→ Assigned task
Your response should contain every line from the data below that holds the string "picture".

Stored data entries
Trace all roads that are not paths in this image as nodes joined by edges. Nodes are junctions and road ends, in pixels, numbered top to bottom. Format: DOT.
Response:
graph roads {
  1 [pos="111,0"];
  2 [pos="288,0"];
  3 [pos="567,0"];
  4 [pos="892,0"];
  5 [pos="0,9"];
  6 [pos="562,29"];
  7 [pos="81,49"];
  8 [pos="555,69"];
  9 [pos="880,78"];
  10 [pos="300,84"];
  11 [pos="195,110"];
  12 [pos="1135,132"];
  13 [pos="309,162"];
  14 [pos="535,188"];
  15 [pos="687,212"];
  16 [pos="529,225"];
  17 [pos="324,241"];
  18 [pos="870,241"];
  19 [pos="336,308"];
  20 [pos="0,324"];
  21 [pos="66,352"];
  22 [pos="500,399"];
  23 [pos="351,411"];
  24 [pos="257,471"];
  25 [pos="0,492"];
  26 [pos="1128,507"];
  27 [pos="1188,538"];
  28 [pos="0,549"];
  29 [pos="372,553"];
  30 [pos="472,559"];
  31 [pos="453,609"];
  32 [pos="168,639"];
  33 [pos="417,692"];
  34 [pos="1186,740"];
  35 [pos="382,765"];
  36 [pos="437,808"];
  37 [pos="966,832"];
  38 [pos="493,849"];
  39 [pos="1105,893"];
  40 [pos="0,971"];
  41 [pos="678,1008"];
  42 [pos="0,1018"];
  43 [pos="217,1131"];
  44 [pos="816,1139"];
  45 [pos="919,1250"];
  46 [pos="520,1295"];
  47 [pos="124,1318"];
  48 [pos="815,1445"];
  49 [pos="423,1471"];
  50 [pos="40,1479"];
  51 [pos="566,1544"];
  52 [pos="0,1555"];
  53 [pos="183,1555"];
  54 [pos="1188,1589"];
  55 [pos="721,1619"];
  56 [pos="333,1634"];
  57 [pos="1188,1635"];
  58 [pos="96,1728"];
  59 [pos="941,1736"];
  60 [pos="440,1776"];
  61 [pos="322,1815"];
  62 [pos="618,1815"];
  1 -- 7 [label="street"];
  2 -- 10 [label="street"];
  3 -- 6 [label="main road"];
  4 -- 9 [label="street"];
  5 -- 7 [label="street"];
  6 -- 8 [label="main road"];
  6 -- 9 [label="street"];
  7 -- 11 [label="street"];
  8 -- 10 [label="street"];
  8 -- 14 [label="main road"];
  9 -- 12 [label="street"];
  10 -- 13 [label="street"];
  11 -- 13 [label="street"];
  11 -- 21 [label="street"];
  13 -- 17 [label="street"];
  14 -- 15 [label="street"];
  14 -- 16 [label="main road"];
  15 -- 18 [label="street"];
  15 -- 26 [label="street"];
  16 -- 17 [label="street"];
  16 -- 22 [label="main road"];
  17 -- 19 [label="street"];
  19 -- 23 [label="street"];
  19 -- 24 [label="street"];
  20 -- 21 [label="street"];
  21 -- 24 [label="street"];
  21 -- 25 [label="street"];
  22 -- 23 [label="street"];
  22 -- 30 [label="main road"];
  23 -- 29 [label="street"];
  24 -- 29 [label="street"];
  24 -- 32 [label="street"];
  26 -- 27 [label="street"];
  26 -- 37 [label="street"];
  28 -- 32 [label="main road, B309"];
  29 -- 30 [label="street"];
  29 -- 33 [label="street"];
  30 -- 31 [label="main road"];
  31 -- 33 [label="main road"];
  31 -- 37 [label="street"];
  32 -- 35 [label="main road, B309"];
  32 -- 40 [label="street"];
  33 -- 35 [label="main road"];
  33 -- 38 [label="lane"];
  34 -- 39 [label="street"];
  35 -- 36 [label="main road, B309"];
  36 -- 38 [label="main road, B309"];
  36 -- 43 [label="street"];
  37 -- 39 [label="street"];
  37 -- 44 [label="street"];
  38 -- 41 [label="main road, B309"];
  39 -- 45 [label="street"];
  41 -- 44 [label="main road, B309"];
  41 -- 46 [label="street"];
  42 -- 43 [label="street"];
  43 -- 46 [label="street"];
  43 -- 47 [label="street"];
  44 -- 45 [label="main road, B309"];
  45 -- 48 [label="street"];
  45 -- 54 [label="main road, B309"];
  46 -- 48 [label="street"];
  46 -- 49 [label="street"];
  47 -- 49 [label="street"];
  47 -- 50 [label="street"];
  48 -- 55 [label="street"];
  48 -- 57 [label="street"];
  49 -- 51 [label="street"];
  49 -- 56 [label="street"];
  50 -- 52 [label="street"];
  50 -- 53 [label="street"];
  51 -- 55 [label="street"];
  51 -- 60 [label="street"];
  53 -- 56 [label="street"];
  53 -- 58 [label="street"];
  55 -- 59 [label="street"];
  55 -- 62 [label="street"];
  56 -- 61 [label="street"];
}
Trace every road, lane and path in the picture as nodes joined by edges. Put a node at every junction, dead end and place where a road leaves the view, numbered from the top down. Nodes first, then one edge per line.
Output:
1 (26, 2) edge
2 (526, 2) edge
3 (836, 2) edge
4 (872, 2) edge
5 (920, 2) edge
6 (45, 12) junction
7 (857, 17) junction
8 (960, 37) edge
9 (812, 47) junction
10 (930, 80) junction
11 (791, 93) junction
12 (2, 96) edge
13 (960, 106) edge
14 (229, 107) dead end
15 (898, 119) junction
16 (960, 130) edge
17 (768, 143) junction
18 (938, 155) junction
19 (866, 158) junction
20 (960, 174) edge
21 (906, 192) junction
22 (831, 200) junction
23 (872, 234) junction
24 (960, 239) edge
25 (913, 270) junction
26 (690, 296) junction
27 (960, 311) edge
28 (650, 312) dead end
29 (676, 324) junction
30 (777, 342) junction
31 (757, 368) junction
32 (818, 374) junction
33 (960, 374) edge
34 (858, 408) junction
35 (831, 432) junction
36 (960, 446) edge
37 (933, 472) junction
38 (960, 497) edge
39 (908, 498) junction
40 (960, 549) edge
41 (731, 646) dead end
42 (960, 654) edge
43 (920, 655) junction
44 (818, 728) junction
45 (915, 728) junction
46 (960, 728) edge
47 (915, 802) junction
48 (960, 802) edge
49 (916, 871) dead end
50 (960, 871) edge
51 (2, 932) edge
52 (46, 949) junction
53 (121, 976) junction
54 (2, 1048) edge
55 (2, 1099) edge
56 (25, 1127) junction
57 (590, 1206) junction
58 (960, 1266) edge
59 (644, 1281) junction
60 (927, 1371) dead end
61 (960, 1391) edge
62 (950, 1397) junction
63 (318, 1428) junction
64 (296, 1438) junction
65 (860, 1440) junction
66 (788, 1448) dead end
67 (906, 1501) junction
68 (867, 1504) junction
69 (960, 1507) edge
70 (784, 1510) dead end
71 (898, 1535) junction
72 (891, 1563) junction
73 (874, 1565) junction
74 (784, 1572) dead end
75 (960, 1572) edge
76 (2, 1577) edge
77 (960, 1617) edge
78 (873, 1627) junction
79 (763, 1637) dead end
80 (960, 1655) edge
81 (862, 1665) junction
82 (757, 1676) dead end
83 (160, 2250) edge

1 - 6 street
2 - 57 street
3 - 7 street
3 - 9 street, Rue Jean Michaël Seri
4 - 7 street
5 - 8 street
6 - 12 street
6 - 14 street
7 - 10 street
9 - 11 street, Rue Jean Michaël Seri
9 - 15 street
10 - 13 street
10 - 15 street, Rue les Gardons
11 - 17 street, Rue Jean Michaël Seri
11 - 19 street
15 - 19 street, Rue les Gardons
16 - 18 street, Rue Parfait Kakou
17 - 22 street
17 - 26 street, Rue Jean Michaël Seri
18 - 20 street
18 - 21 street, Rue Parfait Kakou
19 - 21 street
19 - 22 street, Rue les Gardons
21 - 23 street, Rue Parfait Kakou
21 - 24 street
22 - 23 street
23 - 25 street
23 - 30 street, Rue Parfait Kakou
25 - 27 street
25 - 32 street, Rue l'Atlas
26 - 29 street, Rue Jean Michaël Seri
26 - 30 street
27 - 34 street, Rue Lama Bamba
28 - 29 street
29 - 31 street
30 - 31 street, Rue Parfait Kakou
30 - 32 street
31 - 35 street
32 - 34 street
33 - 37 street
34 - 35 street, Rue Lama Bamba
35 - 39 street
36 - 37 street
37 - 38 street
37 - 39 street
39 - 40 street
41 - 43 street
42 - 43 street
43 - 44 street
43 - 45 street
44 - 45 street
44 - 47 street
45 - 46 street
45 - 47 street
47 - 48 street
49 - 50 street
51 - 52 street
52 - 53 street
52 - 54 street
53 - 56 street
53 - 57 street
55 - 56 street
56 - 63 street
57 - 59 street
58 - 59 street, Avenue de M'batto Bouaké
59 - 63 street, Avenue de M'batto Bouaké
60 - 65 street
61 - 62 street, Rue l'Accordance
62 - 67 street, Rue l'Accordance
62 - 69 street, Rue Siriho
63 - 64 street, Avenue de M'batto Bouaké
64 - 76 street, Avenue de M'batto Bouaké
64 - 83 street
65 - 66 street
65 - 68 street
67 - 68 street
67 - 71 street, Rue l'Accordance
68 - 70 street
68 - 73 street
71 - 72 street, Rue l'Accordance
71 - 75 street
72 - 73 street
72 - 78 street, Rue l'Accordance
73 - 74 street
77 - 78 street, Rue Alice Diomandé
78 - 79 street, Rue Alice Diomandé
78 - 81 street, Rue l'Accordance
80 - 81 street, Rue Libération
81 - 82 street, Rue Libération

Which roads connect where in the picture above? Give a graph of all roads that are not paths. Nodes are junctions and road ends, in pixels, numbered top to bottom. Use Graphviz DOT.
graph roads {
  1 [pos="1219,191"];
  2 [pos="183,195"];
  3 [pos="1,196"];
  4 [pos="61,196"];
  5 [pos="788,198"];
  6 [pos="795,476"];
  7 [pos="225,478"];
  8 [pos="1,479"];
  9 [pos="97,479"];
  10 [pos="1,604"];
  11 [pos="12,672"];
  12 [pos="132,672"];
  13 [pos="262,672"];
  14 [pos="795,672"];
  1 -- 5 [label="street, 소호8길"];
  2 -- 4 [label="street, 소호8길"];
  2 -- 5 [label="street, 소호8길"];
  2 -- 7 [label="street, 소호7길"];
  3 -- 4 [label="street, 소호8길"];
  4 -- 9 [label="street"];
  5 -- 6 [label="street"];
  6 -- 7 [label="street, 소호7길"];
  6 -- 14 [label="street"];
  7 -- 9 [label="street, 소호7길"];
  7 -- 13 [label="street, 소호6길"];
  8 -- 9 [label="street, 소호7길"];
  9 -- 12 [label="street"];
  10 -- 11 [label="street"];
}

→ Response to this exercise
Trace every road, lane and path in the picture as nodes joined by edges. Put a node at every junction, dead end and place where a road leaves the view, numbered from the top down. Nodes first, then one edge per line.
Which roads connect where in the picture above? Give a graph of all roads that are not paths. Nodes are junctions and road ends, in pixels, numbered top to bottom. Use Graphviz DOT.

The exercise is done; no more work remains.